Y lo estoy escribiendo y aún me tiembla el cuerpo y se me aflojan las piernas.

No llamé a la policía, pero llamé a un policía amigo que era quien me vendía entonces los libros del Círculo de lectores al que estaba suscrita y me dijo que era cierto lo de la “puerta giratoria” en los juzgados, que lo mismo que los cogían en cuanto les tomaban declaración y las huellas los soltaban y que si no iba a estar con vigilancia las 24 horas, que lo dejara correr.
Y lo dejé correr.
Y trabajé asustada durante muchísimo tiempo y unas semanas después yendo en coche  ví a mi asaltante en un semáforo pidiendo a los coches  que tenían que pararse y sentí que la sangre me abandonaba el cuerpo y se  iba a los talones, y pisé el acelerador y me salté el semáforo en rojo para no parar.

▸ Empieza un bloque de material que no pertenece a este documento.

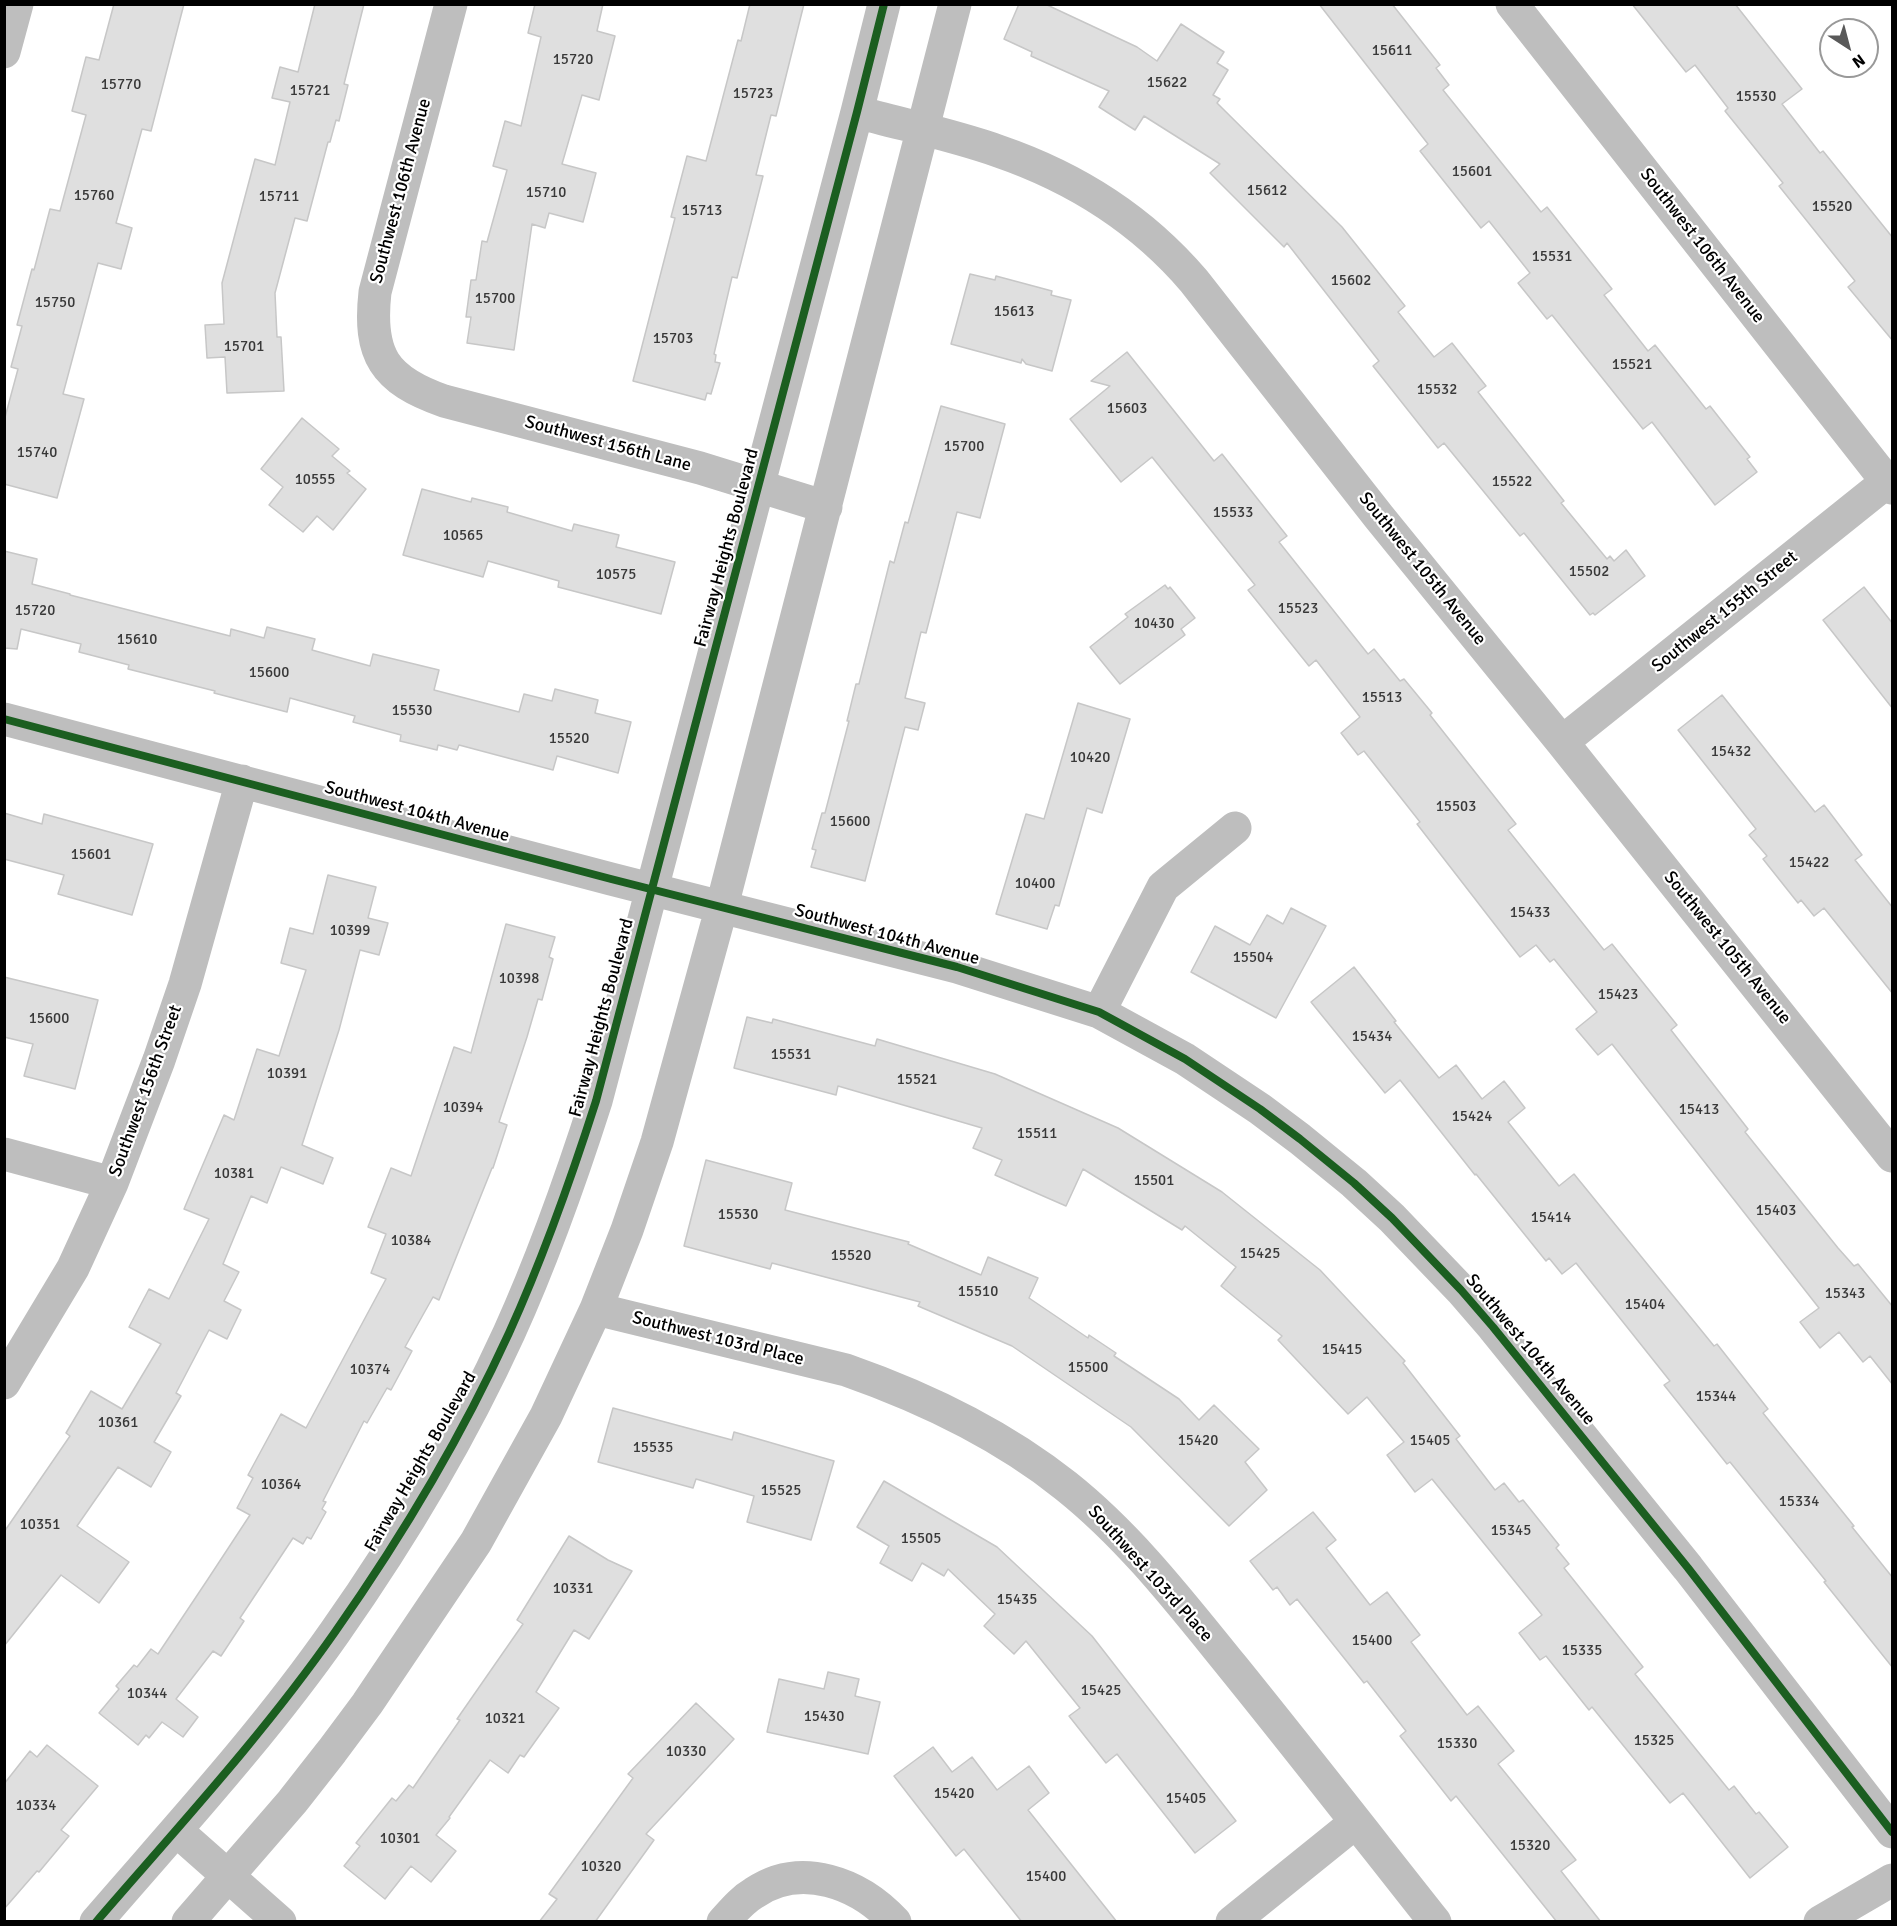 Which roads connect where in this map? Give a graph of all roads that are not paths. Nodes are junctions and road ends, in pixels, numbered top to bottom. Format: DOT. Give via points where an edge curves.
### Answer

Y ya no lo ví más, y nunca me ha vuelto a pasar nada parecido, si acaso algo digno de mencionar una fría madrugada del uno de enero  del año 2001 un robo de unas batas calentitas con rotura de lunas, pero ese robo lo entendí, hacía mucho frío y había mucha  gente durmiendo a la intemperie haciendo cola para que les dieran los papeles en una oficina de inmigración cercana, (por eso recuerdo el año) en mi escaparate mas grande, el que da a una calle menos transitada, un par de maniquíes se abrigaban con unas batas de tipo forro polar, las desnudaron y con un gancho que abandonaron después arramblaron con todo lo que había colgado detrás...

 Pero ese robo al recordarlo no me produce ni miedo, ni impotencia, ni desamparo, ni  siquiera rabia
Lo que si me lo produce el mero recordatorio de aquel otro episodio, por el que ruego al ángel de la guarda de los comerciantes que me preserve de volver a tener una experiencia parecida y doy gracias al ferretero (que cuando le visito siempre me pregunta si sigo "asegurando el cerrojo") por haber venido tan pronto a ponerme la cadena en aquella puerta que al menos evitó el que me sintiera encerrada y aún más intimidada -si cabe- por aquel joven y aquella navaja que si bien no me hirió, volvió a producir en mi memoria otra cicatriz de tremendo desamparo.